Twenty years ago this past weekend, Gov. John Rowland signed a bill into law and by doing so changed the trajectory of the lives of thousands of Connecticut children.
The bill he signed established public charter schools in the Constitution State and was a monumental step forward that has transformed the lives of tens of thousands of children, and it will continue to do so in the coming decades.
Charters represent the limitless potential public education offers to our families and communities. They were created to be an opportunity for children – especially those who are traditionally underserved and historically haven’t had more than one option – to choose a public school that’s different from the traditional educational model – something that offers an environment that fits their needs and learning style.
Charters are also intended to have greater flexibility to innovate, the freedom to nimbly take on new problems without excess red tape, and the ability to prioritize proven solutions like longer school days and more parent involvement.
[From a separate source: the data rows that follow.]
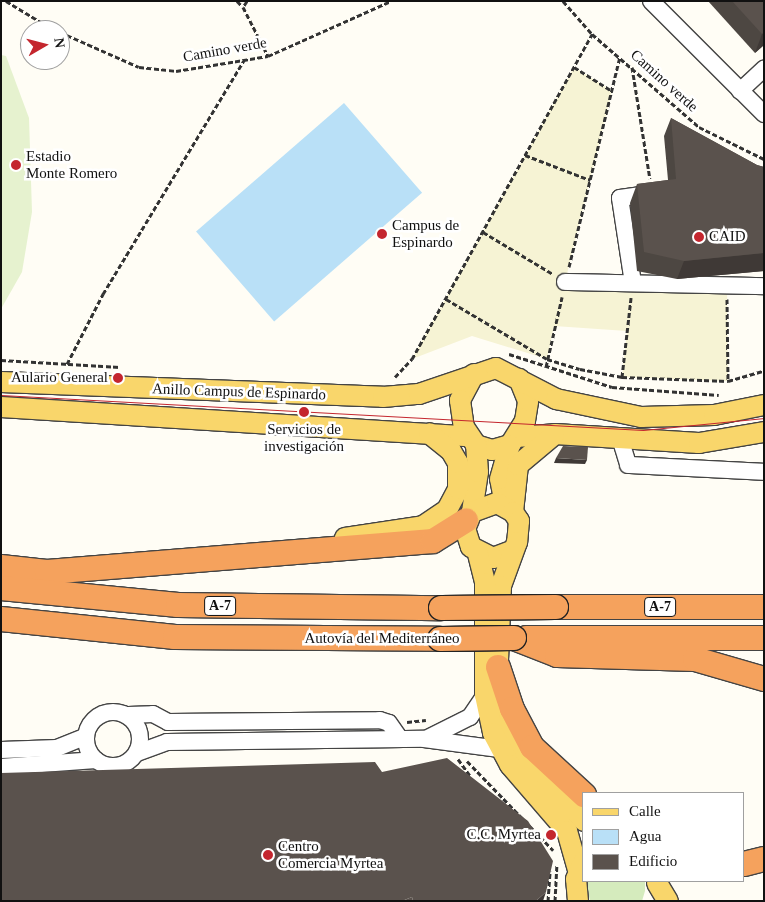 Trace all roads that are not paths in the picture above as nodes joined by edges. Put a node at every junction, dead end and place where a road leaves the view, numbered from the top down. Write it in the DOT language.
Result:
graph roads {
  1 [pos="651,1"];
  2 [pos="764,69"];
  3 [pos="740,91"];
  4 [pos="764,114"];
  5 [pos="657,192"];
  6 [pos="565,282"];
  7 [pos="632,284"];
  8 [pos="764,286"];
  9 [pos="474,374"];
  10 [pos="519,379"];
  11 [pos="1,382"];
  12 [pos="764,405"];
  13 [pos="1,407"];
  14 [pos="427,432"];
  15 [pos="764,432"];
  16 [pos="555,434"];
  17 [pos="620,438"];
  18 [pos="472,441"];
  19 [pos="513,441"];
  20 [pos="764,472"];
  21 [pos="510,509"];
  22 [pos="469,516"];
  23 [pos="511,551"];
  24 [pos="248,553"];
  25 [pos="478,554"];
  26 [pos="1,567"];
  27 [pos="1,588"];
  28 [pos="764,607"];
  29 [pos="1,619"];
  30 [pos="764,638"];
  31 [pos="557,646"];
  32 [pos="498,667"];
  33 [pos="764,679"];
  34 [pos="485,695"];
  35 [pos="128,715"];
  36 [pos="139,728"];
  37 [pos="86,736"];
  38 [pos="424,739"];
  39 [pos="400,740"];
  40 [pos="167,742"];
  41 [pos="499,749"];
  42 [pos="1,750"];
  43 [pos="137,753"];
  44 [pos="96,760"];
  45 [pos="1,767"];
  46 [pos="582,793"];
  47 [pos="582,819"];
  48 [pos="764,843"];
  49 [pos="745,848"];
  50 [pos="764,859"];
  51 [pos="745,864"];
  52 [pos="581,866"];
  53 [pos="656,888"];
  54 [pos="576,899"];
  55 [pos="668,901"];
  1 -- 3 [label="street"];
  2 -- 3 [label="street"];
  3 -- 4 [label="street"];
  5 -- 7 [label="street"];
  6 -- 7 [label="street"];
  7 -- 8 [label="street"];
  9 -- 10 [label="main road, Anillo Campus de Espinardo"];
  9 -- 11 [label="main road, Anillo Campus de Espinardo"];
  9 -- 18 [label="main road"];
  10 -- 12 [label="main road, Anillo Campus de Espinardo"];
  10 -- 19 [label="main road"];
  13 -- 14 [label="main road, Anillo Campus de Espinardo"];
  14 -- 18 [label="main road, Anillo Campus de Espinardo"];
  14 -- 24 [label="main road"];
  15 -- 17 [label="main road, Anillo Campus de Espinardo"];
  16 -- 17 [label="main road, Anillo Campus de Espinardo"];
  16 -- 19 [label="main road, Anillo Campus de Espinardo"];
  16 -- 21 [label="main road"];
  17 -- 20 [label="street"];
  18 -- 19 [label="main road, Anillo Campus de Espinardo"];
  18 -- 22 [label="main road"];
  19 -- 21 [label="main road"];
  21 -- 22 [label="main road"];
  21 -- 23 [label="main road"];
  22 -- 24 [label="highway"];
  22 -- 25 [label="main road"];
  23 -- 25 [label="main road"];
  23 -- 32 [label="main road"];
  24 -- 26 [label="highway"];
  25 -- 34 [label="main road"];
  27 -- 28 [label="highway, A-7, bridge"];
  29 -- 31 [label="highway, Autovía del Mediterráneo / A-7, bridge"];
  30 -- 31 [label="highway, A-7"];
  31 -- 33 [label="highway"];
  32 -- 46 [label="highway"];
  32 -- 47 [label="main road"];
  34 -- 38 [label="street"];
  34 -- 41 [label="main road"];
  35 -- 36 [label="street"];
  35 -- 37 [label="street"];
  35 -- 39 [label="street"];
  36 -- 40 [label="street"];
  36 -- 43 [label="street"];
  37 -- 42 [label="street"];
  37 -- 44 [label="street"];
  38 -- 39 [label="street"];
  38 -- 41 [label="street"];
  39 -- 40 [label="street"];
  40 -- 43 [label="street"];
  41 -- 52 [label="main road"];
  43 -- 44 [label="street"];
  44 -- 45 [label="street"];
  48 -- 49 [label="highway"];
  50 -- 51 [label="highway"];
  52 -- 54 [label="main road"];
  53 -- 55 [label="main road"];
}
After using that capacity to innovate, charters share their successes and failures, allowing district, magnet, and other public schools to benefit from those efforts.
Together, those goals give public charter schools the potential to close the achievement gap. Because charters can only open in Connecticut’s lowest-performing districts, and we serve a student population that is over 85 percent Black or Hispanic, and nearly 75 percent low-income, charters have the potential to be transformative.
A charter comes with not only a great opportunity, but also a great responsibility to do right by our children and taxpayer dollars. Connecticut has taken that incredibly seriously – there are 24 charters in the state, educating over 9,000 students.
But parents are choosing charters in droves – and demand can’t keep up with supply. Last year alone, wait lists grew by 60 percent to nearly 6,000 names.
It’s no secret why parents are clamoring to get their kids into charters. Through state tests, charters have consistently outperformed their host districts in both English and math. And our schools have led on school culture and curriculum with social-emotional learning programs, restorative justice practices, integrated arts education, and more.
Charters represent unique, invaluable opportunities for our children. Some nearly two decades old, while others opened just this past fall.
We have schools like Common Ground High School, set on an urban farm in New Haven, yet serving kids who often head to the school freshman year having never planted anything in their lives. Schools like Achievement First’s Greenfield project, which is literally reinventing how to educate students on a day-to-day basis. Schools like Explorations in Winsted, serving nearly 40 percent special education students journeying from towns all across the county on reputation alone. Schools like Stamford Academy and Path Academy, each of which offers students who have struggled in the past a second chance. The list goes on… we have charters that focus on STEM, English language learners, the arts, and more.
Twenty years in, public charter schools have led the charge toward closing Connecticut’s achievement gap. They have offered a high quality education in our most challenging districts, and have shown consistently that all children, regardless of the color of their skin or how much money their parents make, can graduate high school prepared to succeed in college or a career.
We can and must build on that progress.
Charter students deserve funding security for their existing seats. And wait-listed students deserve access to more new schools. Additionally, as it stands now, charter students receive on average nearly $4,000 less in funding than kids in traditional district schools. All public school children deserve fair funding for every seat, in every school, in every town.
Twenty years from now, I believe we will have a thriving group of old, new, and potential public charter schools. I believe we’ll continue to innovate in our classrooms and communities, and improve partnerships with traditional districts to expand the reach of successful programs. And I believe we will finally, as a state and an education community, come together to fulfill our moral obligation to treat every child fairly by fixing our broken school funding system.
Connecticut, like every child in every classroom, has limitless potential. Public charter schools represent our best efforts to fulfill that potential on behalf of our kids, our state, and our future. Charters deserve unyielding support on this 20th anniversary – here’s to the next 20 years, and beyond.
Jeremiah Grace is Connecticut State Director for the Northeast Charter Schools Network, the non-profit membership association for public charter schools in Connecticut.